[Required work]
Write out each line from the data below that includes the word "with".

-- Provided information follows --

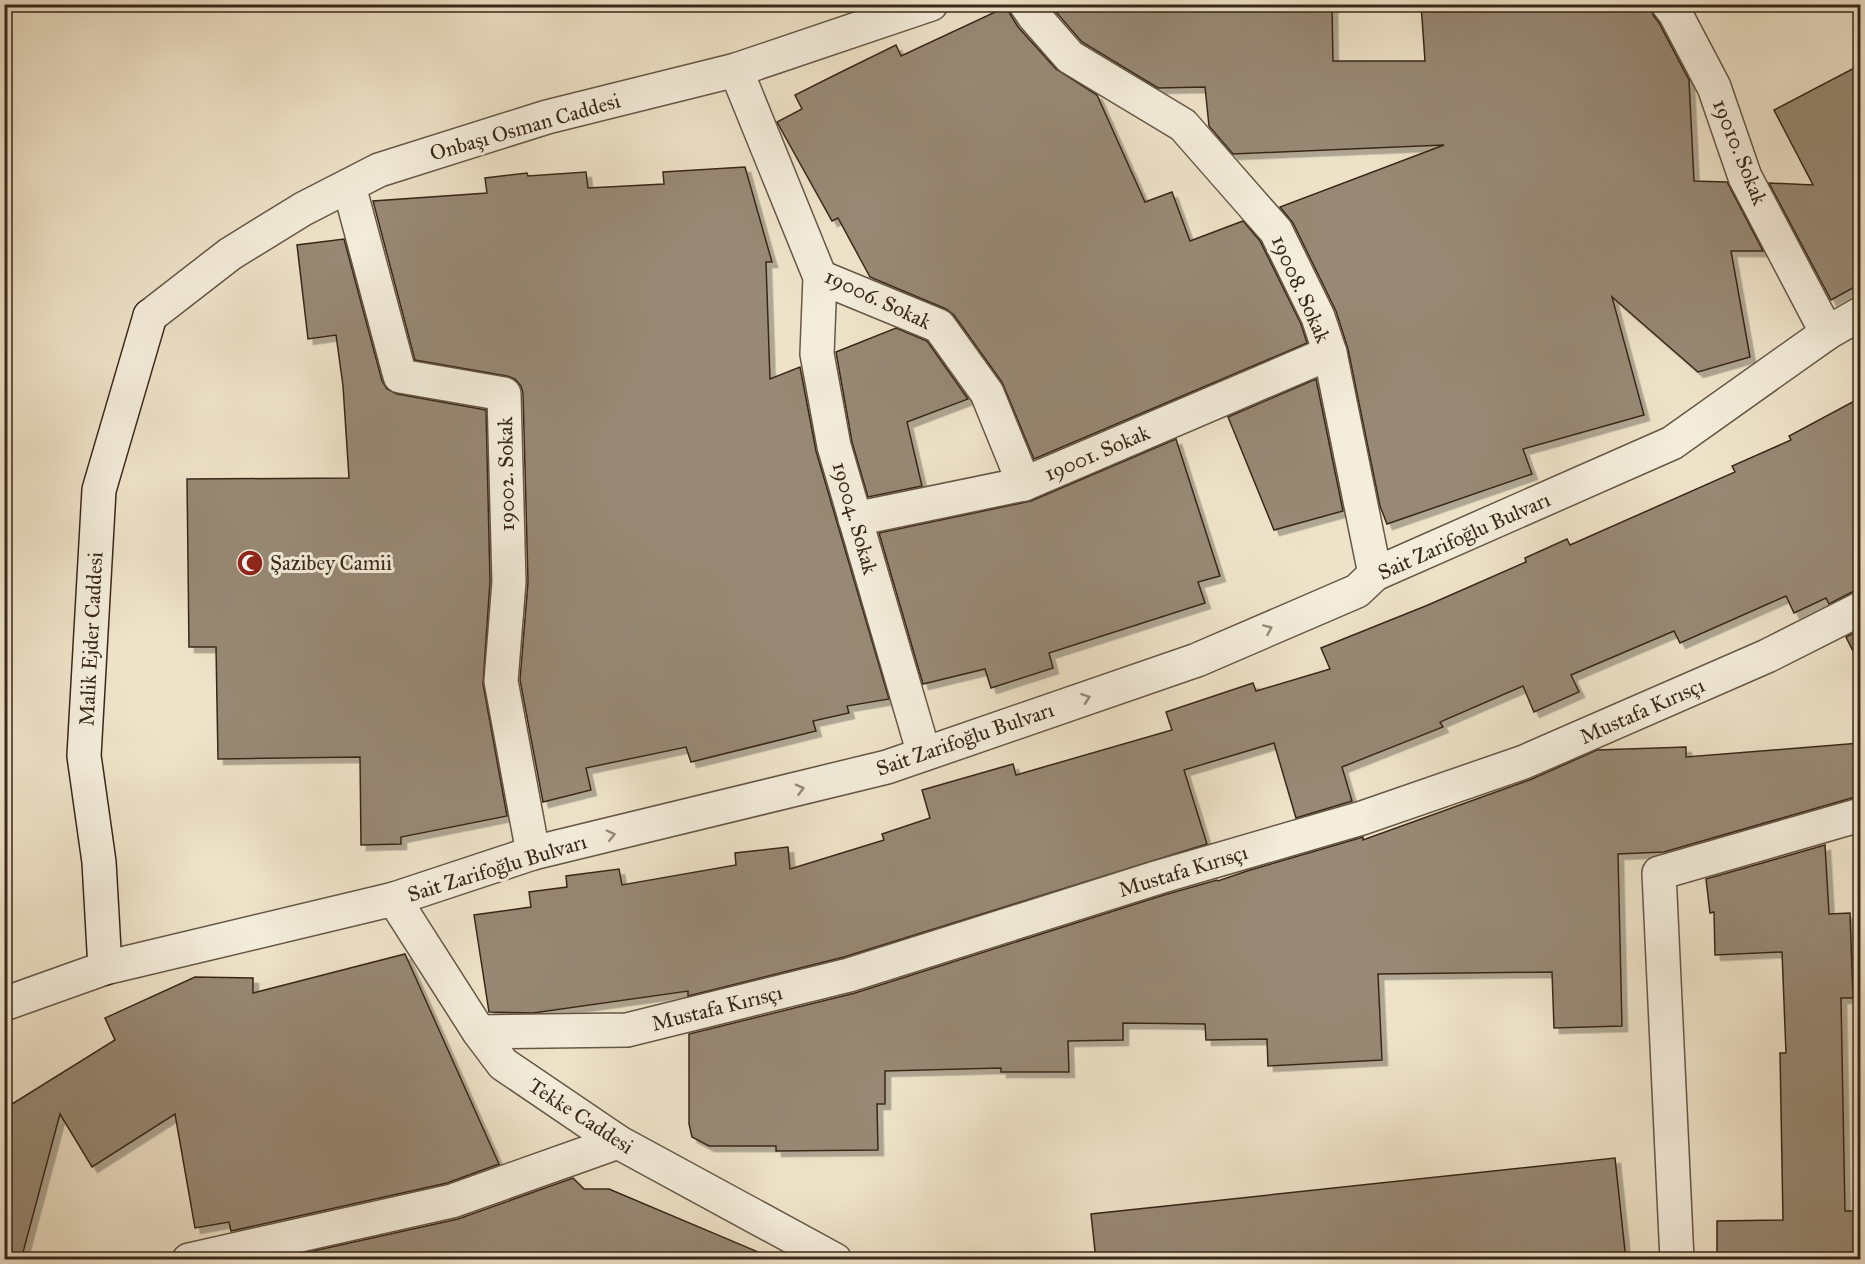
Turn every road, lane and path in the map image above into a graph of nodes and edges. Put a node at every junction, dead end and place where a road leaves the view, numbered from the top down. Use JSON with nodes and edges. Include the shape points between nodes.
{"nodes":[{"id":1,"x":931,"y":4,"type":"edge"},
{"id":2,"x":1026,"y":4,"type":"edge"},
{"id":3,"x":1668,"y":4,"type":"edge"},
{"id":4,"x":736,"y":70,"type":"junction"},
{"id":5,"x":350,"y":186,"type":"junction"},
{"id":6,"x":819,"y":276,"type":"junction"},
{"id":7,"x":1860,"y":314,"type":"edge"},
{"id":8,"x":150,"y":316,"type":"joint"},
{"id":9,"x":1827,"y":333,"type":"junction"},
{"id":10,"x":1330,"y":353,"type":"junction"},
{"id":11,"x":1024,"y":484,"type":"junction"},
{"id":12,"x":855,"y":519,"type":"junction"},
{"id":13,"x":1375,"y":574,"type":"junction"},
{"id":14,"x":1860,"y":609,"type":"edge"},
{"id":15,"x":924,"y":754,"type":"junction"},
{"id":16,"x":1860,"y":815,"type":"edge"},
{"id":17,"x":533,"y":853,"type":"junction"},
{"id":18,"x":394,"y":899,"type":"junction"},
{"id":19,"x":105,"y":968,"type":"junction"},
{"id":20,"x":4,"y":1004,"type":"edge"},
{"id":21,"x":479,"y":1032,"type":"junction"},
{"id":22,"x":618,"y":1142,"type":"junction"},
{"id":23,"x":189,"y":1260,"type":"edge"},
{"id":24,"x":835,"y":1260,"type":"edge"},
{"id":25,"x":1677,"y":1260,"type":"edge"}],
"edges":[{"from":1,"to":4,"type":"street","name":"Onbaşı Osman Caddesi"},
{"from":2,"to":10,"type":"street","name":"19008. Sokak","via":[[1070,57],[1183,125],[1276,231],[1318,317]]},
{"from":3,"to":9,"type":"street","name":"19010. Sokak","via":[[1714,87],[1745,177]]},
{"from":4,"to":5,"type":"street","name":"Onbaşı Osman Caddesi","via":[[547,117],[380,170]]},
{"from":4,"to":6,"type":"street","name":"19006. Sokak"},
{"from":5,"to":8,"type":"street","name":"Onbaşı Osman Caddesi","via":[[303,209],[230,254]]},
{"from":5,"to":17,"type":"street","name":"19002. Sokak","via":[[400,376],[504,394],[509,582],[501,681]]},
{"from":6,"to":11,"type":"street","name":"19006. Sokak","via":[[939,326],[987,393]]},
{"from":6,"to":12,"type":"street","name":"19004. Sokak","via":[[817,354],[834,446]]},
{"from":7,"to":9,"type":"street","name":"Sait Zarifoğlu Bulvarı"},
{"from":8,"to":19,"type":"street","name":"Malik Ejder Caddesi","via":[[99,490],[84,756],[99,862]]},
{"from":9,"to":13,"type":"street","name":"Sait Zarifoğlu Bulvarı","via":[[1672,443]]},
{"from":10,"to":11,"type":"street","name":"19001. Sokak"},
{"from":10,"to":13,"type":"street","name":"19008. Sokak"},
{"from":11,"to":12,"type":"street","name":"19001. Sokak"},
{"from":12,"to":15,"type":"street","name":"19004. Sokak"},
{"from":15,"to":13,"type":"street","name":"Sait Zarifoğlu Bulvarı","one_way":true,"via":[[1197,660],[1357,591]]},
{"from":14,"to":21,"type":"street","name":"Mustafa Kırısçı","via":[[1767,656],[1524,762],[1362,818],[849,975],[627,1030]]},
{"from":17,"to":15,"type":"street","name":"Sait Zarifoğlu Bulvarı","one_way":true,"via":[[886,767]]},
{"from":16,"to":25,"type":"street","via":[[1659,873]]},
{"from":17,"to":18,"type":"street","name":"Sait Zarifoğlu Bulvarı"},
{"from":18,"to":19,"type":"street","name":"Sait Zarifoğlu Bulvarı"},
{"from":18,"to":21,"type":"street","name":"Tekke Caddesi"},
{"from":19,"to":20,"type":"street","name":"Sait Zarifoğlu Bulvarı"},
{"from":21,"to":22,"type":"street","name":"Tekke Caddesi","via":[[503,1064]]},
{"from":22,"to":23,"type":"street","via":[[452,1201]]},
{"from":22,"to":24,"type":"street","name":"Tekke Caddesi"}]}
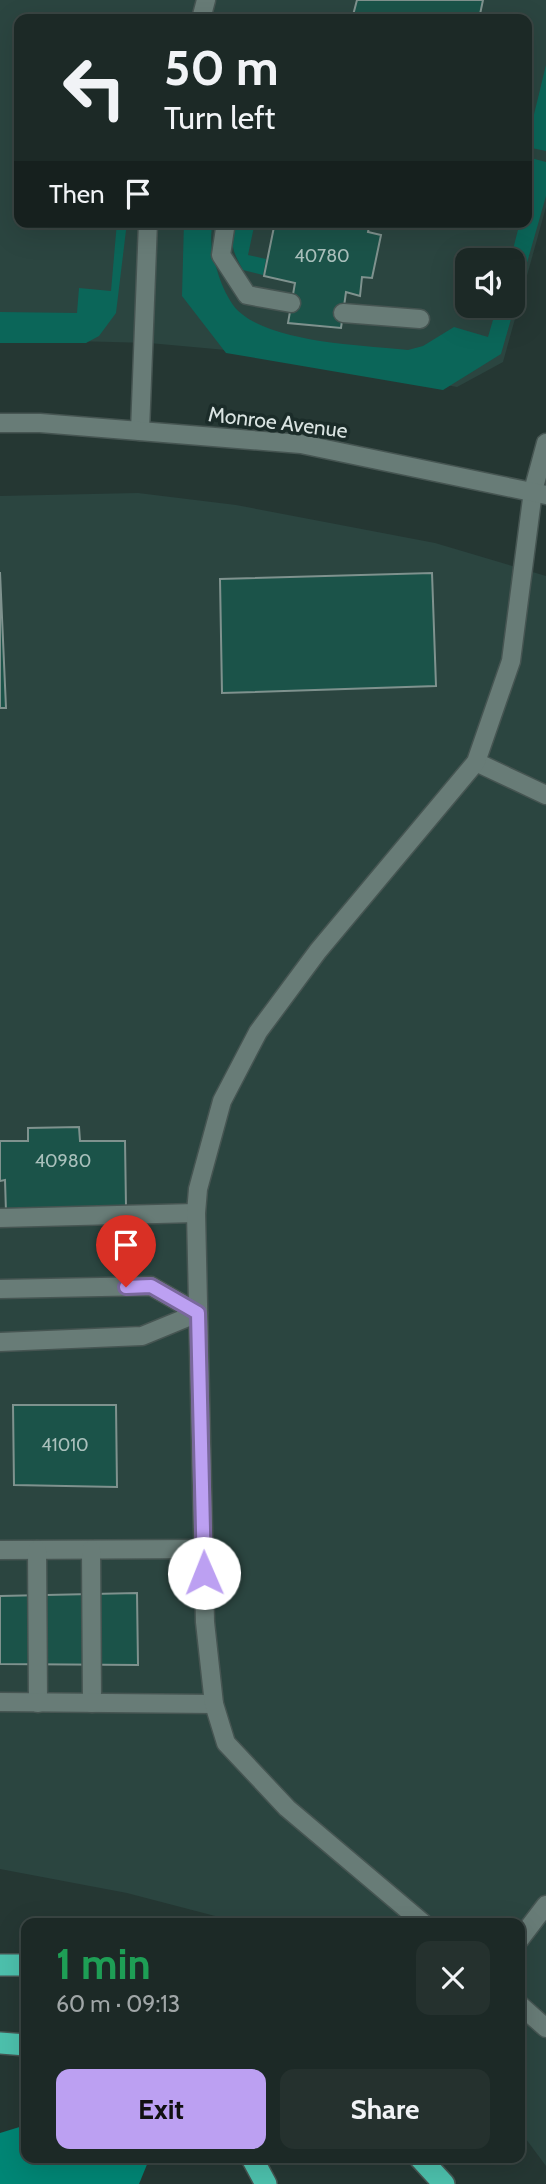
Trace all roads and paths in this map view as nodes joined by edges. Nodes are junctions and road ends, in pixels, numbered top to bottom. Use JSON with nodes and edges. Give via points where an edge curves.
{"nodes":[{"id":1,"x":148,"y":228,"type":"edge"},
{"id":2,"x":225,"y":228,"type":"edge"},
{"id":3,"x":291,"y":303,"type":"dead end"},
{"id":4,"x":343,"y":313,"type":"dead end"},
{"id":5,"x":420,"y":319,"type":"dead end"},
{"id":6,"x":0,"y":423,"type":"edge"},
{"id":7,"x":139,"y":431,"type":"junction"},
{"id":8,"x":546,"y":443,"type":"edge"},
{"id":9,"x":540,"y":493,"type":"edge"},
{"id":10,"x":476,"y":762,"type":"junction"},
{"id":11,"x":546,"y":795,"type":"edge"},
{"id":12,"x":196,"y":1213,"type":"junction"},
{"id":13,"x":0,"y":1218,"type":"edge"},
{"id":14,"x":0,"y":1289,"type":"edge"},
{"id":15,"x":198,"y":1313,"type":"junction"},
{"id":16,"x":0,"y":1342,"type":"edge"},
{"id":17,"x":203,"y":1549,"type":"junction"},
{"id":18,"x":0,"y":1550,"type":"edge"},
{"id":19,"x":37,"y":1550,"type":"junction"},
{"id":20,"x":91,"y":1550,"type":"junction"},
{"id":21,"x":0,"y":1702,"type":"edge"},
{"id":22,"x":38,"y":1703,"type":"junction"},
{"id":23,"x":92,"y":1703,"type":"junction"},
{"id":24,"x":214,"y":1704,"type":"junction"},
{"id":25,"x":546,"y":1905,"type":"edge"},
{"id":26,"x":417,"y":1918,"type":"edge"},
{"id":27,"x":525,"y":1932,"type":"edge"},
{"id":28,"x":0,"y":1965,"type":"edge"},
{"id":29,"x":21,"y":1965,"type":"edge"},
{"id":30,"x":525,"y":2010,"type":"edge"},
{"id":31,"x":546,"y":2028,"type":"edge"},
{"id":32,"x":0,"y":2043,"type":"edge"},
{"id":33,"x":21,"y":2045,"type":"edge"},
{"id":34,"x":255,"y":2163,"type":"edge"},
{"id":35,"x":425,"y":2163,"type":"edge"},
{"id":36,"x":266,"y":2184,"type":"edge"},
{"id":37,"x":444,"y":2184,"type":"edge"}],
"edges":[{"from":1,"to":7,"type":"street"},
{"from":2,"to":3,"type":"street","via":[[221,255],[247,295]]},
{"from":4,"to":5,"type":"street"},
{"from":6,"to":7,"type":"street","name":"Monroe Avenue"},
{"from":7,"to":9,"type":"street","name":"Monroe Avenue","via":[[301,444]]},
{"from":8,"to":9,"type":"street"},
{"from":9,"to":10,"type":"street","via":[[511,661]]},
{"from":10,"to":11,"type":"street"},
{"from":10,"to":12,"type":"street","via":[[318,951],[258,1032],[222,1101]]},
{"from":12,"to":13,"type":"street"},
{"from":12,"to":15,"type":"street"},
{"from":14,"to":15,"type":"street","via":[[151,1286]]},
{"from":15,"to":16,"type":"street","via":[[142,1336]]},
{"from":15,"to":17,"type":"street"},
{"from":17,"to":20,"type":"street"},
{"from":17,"to":24,"type":"street"},
{"from":18,"to":19,"type":"street"},
{"from":19,"to":20,"type":"street"},
{"from":19,"to":22,"type":"street"},
{"from":20,"to":23,"type":"street"},
{"from":21,"to":22,"type":"street"},
{"from":22,"to":23,"type":"street"},
{"from":23,"to":24,"type":"street"},
{"from":24,"to":26,"type":"street","via":[[226,1742],[287,1808]]},
{"from":25,"to":27,"type":"street"},
{"from":28,"to":29,"type":"highway"},
{"from":30,"to":31,"type":"street"},
{"from":32,"to":33,"type":"highway"},
{"from":34,"to":36,"type":"highway"},
{"from":35,"to":37,"type":"highway"}]}
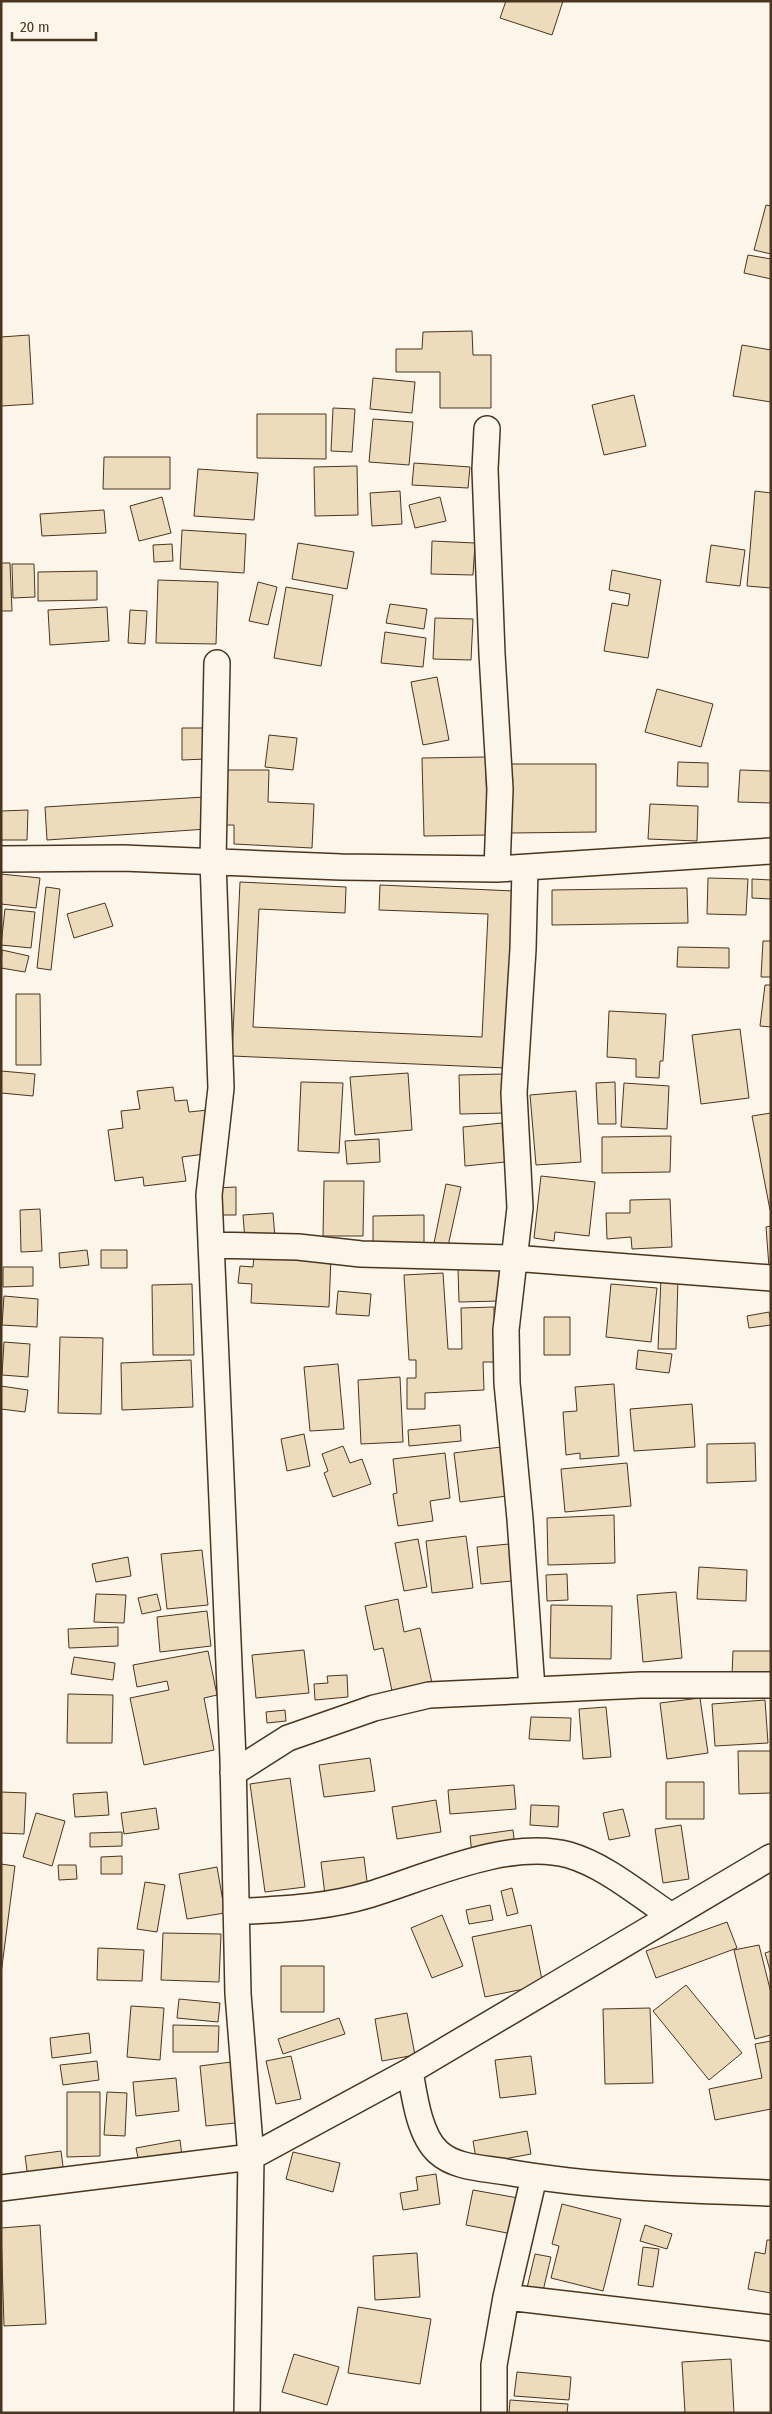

-- Provided information concluded --

[Answer to this exercise]
Turn every road, lane and path in the map image above into a graph of nodes and edges. Put a node at every junction, dead end and place where a road leaves the view, numbered from the top down. Use JSON with nodes and edges. Include the shape points between nodes.
Trace all roads and paths in this map view as nodes joined by edges. Nodes are junctions and road ends, in pixels, numbered top to bottom. Use JSON with nodes and edges. Give via points where an edge curves.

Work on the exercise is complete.